Las casas de apuestas son termómetros más o menos (más menos que más) fiables de la trayectoria futura de un equipo deportivo. Los británicos, que son capaces de apostar hasta a carreras de gansos en la verde campiña inglesa, sostienen que el estado real de un equipo, por un lado, y las percepciones de los aficionados, por otro, son dos realidades que se alimentan entre sí. De esta manera, una corriente de pesimismo externa reflejada en apuestas desfavorables puede torcer la mente de unos jugadores y llevarles, efectivamente, a meterse en una espiral negativa. Y una pequeña racha positiva puede conducir a los más irresponsables a apostarse el coche nuevo en un ataque de optimismo que luego queda en pérdidas y dramas.

Es una suerte que en España esta cultura (si es que se le puede definir como tal) de las apuestas no esté aún muy arraigada, porque las casas de apuestas hace tiempo que dan al Málaga por descendido. Pero los jugadores aún creen, a juzgar por sus declaraciones últimas, que uno no sabe si son más propias de un optimismo exacerbado o de una enajenación mental transitoria. El caso es que parecen convencidos, y encima los rivales (y compañeros del pelotón de los torpes) se empeñan jornada tras jornada, felizmente, en que todo esto no sea aún un imposible.
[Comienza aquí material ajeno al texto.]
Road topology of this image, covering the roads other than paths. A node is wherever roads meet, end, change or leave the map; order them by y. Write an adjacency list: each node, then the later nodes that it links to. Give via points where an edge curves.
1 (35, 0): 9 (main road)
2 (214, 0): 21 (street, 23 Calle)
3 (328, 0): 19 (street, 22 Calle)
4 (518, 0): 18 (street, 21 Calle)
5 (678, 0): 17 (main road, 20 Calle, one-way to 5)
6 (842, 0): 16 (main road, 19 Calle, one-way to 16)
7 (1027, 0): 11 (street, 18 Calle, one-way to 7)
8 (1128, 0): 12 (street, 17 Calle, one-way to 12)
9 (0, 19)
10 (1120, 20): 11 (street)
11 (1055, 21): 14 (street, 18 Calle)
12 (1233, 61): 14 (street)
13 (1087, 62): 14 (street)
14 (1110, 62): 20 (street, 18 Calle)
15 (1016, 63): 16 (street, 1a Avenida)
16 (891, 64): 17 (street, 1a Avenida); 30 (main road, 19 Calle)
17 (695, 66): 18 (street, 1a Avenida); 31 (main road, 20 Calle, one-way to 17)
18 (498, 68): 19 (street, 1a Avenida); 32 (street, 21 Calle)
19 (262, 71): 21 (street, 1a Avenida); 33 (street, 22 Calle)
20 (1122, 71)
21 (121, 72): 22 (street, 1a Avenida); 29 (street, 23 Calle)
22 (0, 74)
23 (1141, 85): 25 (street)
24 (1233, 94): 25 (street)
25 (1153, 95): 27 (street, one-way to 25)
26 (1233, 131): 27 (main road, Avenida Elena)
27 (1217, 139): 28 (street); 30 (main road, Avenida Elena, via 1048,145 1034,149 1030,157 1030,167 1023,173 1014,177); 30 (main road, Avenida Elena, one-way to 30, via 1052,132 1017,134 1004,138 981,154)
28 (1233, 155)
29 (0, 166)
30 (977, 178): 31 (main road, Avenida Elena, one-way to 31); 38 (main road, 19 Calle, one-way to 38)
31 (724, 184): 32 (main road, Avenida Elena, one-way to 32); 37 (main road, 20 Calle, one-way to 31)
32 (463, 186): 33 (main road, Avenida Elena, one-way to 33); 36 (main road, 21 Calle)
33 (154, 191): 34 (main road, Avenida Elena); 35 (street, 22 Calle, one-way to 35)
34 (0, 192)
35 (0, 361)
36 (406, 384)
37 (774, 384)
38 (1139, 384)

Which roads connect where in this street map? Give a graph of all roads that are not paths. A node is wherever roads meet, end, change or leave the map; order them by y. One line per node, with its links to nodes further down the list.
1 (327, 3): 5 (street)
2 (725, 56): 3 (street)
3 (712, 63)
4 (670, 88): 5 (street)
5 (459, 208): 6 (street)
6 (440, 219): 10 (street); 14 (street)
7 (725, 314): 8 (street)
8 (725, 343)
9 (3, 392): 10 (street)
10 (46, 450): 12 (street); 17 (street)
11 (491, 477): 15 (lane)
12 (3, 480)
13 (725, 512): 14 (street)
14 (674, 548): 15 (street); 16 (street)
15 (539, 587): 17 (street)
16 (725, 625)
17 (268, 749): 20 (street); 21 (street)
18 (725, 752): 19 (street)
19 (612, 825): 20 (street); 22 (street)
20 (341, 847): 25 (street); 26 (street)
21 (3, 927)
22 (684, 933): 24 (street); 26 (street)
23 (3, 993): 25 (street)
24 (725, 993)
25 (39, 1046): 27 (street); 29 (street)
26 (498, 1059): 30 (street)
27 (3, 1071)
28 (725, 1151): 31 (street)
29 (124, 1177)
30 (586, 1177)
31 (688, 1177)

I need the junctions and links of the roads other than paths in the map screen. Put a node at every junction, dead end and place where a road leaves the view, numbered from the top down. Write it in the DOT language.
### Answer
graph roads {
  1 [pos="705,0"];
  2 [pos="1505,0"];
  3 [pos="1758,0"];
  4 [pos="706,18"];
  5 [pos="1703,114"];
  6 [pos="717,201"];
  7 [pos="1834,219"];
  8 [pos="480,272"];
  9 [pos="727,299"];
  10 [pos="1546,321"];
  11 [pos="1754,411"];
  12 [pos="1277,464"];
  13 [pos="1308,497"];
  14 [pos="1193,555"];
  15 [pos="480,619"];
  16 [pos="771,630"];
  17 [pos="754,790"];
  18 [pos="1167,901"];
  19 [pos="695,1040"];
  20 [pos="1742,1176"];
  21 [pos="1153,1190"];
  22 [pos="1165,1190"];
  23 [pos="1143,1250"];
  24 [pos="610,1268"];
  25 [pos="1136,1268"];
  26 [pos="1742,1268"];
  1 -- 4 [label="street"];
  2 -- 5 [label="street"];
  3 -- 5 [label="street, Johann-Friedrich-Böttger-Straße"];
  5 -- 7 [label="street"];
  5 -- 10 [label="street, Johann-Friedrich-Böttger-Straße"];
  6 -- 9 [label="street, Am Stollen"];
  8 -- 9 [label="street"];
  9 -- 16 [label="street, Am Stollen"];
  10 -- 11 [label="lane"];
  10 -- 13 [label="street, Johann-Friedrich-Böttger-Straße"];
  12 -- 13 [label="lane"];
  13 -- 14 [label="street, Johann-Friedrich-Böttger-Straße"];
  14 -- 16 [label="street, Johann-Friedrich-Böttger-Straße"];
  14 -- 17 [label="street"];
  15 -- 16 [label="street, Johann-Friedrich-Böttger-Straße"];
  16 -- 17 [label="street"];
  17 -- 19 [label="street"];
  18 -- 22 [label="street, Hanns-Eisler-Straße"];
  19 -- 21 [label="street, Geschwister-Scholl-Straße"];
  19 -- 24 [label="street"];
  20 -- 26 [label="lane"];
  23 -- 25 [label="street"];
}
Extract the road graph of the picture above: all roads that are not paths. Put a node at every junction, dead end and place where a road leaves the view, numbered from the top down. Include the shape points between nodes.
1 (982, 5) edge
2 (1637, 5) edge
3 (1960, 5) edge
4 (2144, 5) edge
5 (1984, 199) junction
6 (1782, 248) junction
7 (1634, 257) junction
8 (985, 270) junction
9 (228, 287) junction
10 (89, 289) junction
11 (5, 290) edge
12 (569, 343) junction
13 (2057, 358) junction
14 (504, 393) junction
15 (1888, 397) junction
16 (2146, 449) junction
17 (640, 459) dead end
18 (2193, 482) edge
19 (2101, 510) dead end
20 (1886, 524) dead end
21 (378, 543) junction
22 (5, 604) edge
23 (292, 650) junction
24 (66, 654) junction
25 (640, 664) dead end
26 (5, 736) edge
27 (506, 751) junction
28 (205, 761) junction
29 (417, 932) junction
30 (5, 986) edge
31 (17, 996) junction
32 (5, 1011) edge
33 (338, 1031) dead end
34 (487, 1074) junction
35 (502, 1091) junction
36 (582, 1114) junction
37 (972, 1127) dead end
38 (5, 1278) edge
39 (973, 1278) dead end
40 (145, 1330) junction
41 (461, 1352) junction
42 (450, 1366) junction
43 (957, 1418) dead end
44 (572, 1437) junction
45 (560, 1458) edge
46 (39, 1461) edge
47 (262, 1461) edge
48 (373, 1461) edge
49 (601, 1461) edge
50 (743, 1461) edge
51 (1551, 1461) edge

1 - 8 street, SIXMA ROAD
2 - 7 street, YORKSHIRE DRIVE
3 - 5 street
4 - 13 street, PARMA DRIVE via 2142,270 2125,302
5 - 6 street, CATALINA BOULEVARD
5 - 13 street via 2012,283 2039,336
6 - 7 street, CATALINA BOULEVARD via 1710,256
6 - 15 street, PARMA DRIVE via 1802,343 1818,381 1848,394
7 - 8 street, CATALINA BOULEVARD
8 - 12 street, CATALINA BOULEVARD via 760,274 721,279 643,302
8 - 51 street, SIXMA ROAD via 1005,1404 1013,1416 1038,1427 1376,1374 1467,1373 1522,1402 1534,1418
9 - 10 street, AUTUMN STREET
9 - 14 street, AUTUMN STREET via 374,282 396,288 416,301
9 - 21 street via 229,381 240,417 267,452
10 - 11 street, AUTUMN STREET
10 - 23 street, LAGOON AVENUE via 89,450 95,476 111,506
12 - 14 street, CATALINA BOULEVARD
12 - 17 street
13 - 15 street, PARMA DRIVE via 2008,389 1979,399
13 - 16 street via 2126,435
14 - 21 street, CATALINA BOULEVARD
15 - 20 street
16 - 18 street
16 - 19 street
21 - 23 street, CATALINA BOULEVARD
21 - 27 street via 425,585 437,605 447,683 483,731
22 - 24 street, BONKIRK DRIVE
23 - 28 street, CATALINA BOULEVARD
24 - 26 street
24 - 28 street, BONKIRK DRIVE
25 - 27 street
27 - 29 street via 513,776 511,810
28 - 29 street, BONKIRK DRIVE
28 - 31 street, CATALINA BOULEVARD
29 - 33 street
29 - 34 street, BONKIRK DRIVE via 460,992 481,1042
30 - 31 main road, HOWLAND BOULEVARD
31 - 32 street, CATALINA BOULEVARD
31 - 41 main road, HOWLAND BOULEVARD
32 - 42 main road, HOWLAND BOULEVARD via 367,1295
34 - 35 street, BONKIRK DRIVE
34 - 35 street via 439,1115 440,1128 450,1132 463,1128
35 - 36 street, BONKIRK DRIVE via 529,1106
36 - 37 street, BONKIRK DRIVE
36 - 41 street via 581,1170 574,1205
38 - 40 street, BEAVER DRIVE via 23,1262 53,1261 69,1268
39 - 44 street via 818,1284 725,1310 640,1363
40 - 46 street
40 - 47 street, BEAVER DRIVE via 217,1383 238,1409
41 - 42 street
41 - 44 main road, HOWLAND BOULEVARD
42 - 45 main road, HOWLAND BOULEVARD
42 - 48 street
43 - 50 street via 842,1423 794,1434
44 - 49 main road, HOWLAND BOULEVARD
Estamos, por tanto, obligados a creer, porque hay antecedentes. En la temporada 2004-05 un Málaga medio muerto ganó al Sevilla y al Atlético de Madrid consecutivamente y remontó el vuelo hacia una salvación holgada; y el año pasado, tras el ‘match ball’ solventado en Gijón, hincaron la rodilla en La Rosaleda el Barcelona, el Valencia y el Sevilla, uno detrás de otro. Y se firmó otra permanencia. Queda tiempo, quedan puntos y hay rivales temblorosos alrededor. Yo apuesto a que es posible.